Manhattan remains New York City’s top borough for new building projects, as measured by the value of all construction starts, according to the New York Building Congress’s analysis of data from Dodge Data & Analytics.

In the first nine months of 2016, Manhattan had 58 percent of the value of all started construction projects (residential and non) in New York City. That’s exactly as expected: as the report notes, precisely 58 percent of initiated projects by value from the previous five year period (2011 through 2015) were likewise in Manhattan.

On the residential front, the numbers are similar: Manhattan accounts for 50 percent of construction projects, with Brooklyn a distant second at 24 percent. “It will be interesting to see if that trend continues, with the number of available development sites diminishing in Manhattan and given all the residential and commercial projects that are in the Brooklyn and Queens pipeline,” NYBC president Richard T. Anderson said in a statement.

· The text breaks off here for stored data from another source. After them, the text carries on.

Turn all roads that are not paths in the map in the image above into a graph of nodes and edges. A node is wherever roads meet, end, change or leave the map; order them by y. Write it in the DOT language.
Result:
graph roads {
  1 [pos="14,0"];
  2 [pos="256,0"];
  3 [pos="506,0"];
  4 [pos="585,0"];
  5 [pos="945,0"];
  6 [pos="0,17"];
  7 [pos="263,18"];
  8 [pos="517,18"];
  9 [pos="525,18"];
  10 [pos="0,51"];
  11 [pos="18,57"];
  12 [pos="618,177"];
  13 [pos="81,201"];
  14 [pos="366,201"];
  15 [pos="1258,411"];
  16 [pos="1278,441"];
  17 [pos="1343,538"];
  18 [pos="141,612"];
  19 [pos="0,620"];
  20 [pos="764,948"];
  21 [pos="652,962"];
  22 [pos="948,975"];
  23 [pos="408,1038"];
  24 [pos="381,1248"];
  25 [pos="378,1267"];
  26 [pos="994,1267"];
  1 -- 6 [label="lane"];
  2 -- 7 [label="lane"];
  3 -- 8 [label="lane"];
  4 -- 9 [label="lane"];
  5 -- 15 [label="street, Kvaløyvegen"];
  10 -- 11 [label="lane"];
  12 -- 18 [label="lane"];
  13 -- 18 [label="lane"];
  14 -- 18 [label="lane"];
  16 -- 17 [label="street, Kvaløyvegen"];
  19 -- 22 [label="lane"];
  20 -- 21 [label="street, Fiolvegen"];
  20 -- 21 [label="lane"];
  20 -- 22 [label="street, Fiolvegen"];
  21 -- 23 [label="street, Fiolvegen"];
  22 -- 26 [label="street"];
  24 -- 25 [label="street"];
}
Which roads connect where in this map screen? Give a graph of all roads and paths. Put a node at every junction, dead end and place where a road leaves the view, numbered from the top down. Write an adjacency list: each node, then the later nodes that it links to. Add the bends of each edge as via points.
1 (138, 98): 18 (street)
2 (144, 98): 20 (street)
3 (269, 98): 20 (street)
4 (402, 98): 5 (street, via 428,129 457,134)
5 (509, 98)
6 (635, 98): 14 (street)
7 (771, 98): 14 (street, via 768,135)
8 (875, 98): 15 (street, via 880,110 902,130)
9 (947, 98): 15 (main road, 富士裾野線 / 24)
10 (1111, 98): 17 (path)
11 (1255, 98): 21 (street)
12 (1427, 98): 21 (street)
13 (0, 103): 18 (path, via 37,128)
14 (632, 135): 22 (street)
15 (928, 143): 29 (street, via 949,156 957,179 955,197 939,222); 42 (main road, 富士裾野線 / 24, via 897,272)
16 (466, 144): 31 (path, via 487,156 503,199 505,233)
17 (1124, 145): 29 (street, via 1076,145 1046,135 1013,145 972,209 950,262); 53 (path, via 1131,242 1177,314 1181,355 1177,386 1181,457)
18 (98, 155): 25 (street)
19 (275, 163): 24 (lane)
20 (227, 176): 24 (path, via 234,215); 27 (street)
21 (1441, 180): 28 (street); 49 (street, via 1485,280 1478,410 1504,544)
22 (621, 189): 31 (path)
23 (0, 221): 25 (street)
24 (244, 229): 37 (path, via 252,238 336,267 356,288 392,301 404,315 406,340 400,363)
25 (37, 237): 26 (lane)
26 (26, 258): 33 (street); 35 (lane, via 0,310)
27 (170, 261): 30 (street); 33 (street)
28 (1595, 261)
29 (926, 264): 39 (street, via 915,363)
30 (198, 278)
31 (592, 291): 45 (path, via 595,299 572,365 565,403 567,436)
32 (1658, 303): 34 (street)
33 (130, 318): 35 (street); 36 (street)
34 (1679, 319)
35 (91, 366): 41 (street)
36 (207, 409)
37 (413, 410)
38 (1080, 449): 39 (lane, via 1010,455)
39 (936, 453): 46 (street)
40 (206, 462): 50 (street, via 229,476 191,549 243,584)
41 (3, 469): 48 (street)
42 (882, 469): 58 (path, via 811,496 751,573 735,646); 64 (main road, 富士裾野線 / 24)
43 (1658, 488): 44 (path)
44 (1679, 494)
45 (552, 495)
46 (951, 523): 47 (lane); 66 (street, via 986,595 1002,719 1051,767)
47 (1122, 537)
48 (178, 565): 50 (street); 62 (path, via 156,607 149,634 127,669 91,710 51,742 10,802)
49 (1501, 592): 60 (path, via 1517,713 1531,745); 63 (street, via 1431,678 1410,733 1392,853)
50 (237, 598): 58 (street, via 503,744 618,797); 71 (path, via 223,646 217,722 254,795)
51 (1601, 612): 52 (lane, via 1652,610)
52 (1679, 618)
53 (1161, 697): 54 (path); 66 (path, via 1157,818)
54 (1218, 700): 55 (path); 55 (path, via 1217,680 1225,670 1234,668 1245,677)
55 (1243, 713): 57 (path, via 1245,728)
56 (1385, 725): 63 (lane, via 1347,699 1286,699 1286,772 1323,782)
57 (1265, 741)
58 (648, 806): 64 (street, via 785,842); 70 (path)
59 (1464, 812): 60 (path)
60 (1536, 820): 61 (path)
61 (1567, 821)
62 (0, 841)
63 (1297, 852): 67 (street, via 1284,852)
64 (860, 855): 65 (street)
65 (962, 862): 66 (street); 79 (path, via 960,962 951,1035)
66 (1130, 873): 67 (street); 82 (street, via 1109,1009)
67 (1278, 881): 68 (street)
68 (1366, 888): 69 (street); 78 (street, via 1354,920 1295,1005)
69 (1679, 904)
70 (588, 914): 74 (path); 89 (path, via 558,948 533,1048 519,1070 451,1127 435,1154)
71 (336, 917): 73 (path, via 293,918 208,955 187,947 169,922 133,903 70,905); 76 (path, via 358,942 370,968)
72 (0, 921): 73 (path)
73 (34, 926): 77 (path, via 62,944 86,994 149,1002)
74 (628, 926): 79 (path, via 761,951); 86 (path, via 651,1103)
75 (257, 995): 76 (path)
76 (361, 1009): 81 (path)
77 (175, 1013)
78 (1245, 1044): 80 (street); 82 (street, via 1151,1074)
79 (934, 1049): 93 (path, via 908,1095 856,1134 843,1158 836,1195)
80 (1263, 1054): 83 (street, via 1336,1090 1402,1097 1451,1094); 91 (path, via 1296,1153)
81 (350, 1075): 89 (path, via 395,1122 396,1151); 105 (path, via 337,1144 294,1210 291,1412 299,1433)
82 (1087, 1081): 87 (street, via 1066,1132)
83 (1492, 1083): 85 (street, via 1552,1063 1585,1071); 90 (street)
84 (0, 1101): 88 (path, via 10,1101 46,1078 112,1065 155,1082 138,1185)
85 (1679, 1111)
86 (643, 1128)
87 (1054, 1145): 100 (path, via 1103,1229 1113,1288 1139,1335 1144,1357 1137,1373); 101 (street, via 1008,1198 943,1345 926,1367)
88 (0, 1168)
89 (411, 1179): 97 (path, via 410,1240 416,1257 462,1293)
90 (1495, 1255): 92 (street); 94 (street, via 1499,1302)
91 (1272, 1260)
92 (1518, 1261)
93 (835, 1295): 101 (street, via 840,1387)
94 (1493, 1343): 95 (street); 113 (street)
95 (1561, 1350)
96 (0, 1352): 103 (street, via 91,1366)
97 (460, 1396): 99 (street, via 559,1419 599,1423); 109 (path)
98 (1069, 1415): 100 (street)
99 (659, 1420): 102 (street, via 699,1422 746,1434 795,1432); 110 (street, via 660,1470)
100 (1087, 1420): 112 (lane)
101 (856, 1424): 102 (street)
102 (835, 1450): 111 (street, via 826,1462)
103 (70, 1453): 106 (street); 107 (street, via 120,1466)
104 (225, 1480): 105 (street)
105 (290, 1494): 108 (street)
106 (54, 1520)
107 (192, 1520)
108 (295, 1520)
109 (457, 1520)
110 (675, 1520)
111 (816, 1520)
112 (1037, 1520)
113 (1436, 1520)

There was a moment, in 2015, when it seemed, perhaps, as though the residential tides might be shifting. For the five year period between 2011 and 2015, Manhattan accounted for 54 percent of the value of residential construction starts, followed by Brooklyn (23 percent), Queens (16 percent), the Bronx (5 percent), and Staten Island (2 percent). But in 2015 itself, the gap between Manhattan and the rest of the city seemed narrower: that year, Manhattan accounted for just 43 percent of residential starts by value, while Brooklyn was up to 29 percent, and Queens accounted for 22 percent. Was it the beginning of a trend?

Not quite. “Six of the top ten projects by value through the first nine months of this year were Manhattan residential projects,” Anderson noted. Go figure.

Unsurprisingly, Manhattan’s dominance even starker in the non-residential sector — offices, government buildings, assorted venues, and hotels — where it was boosted by two major office tower projects, 3 Hudson Boulevard and One Vanderbilt.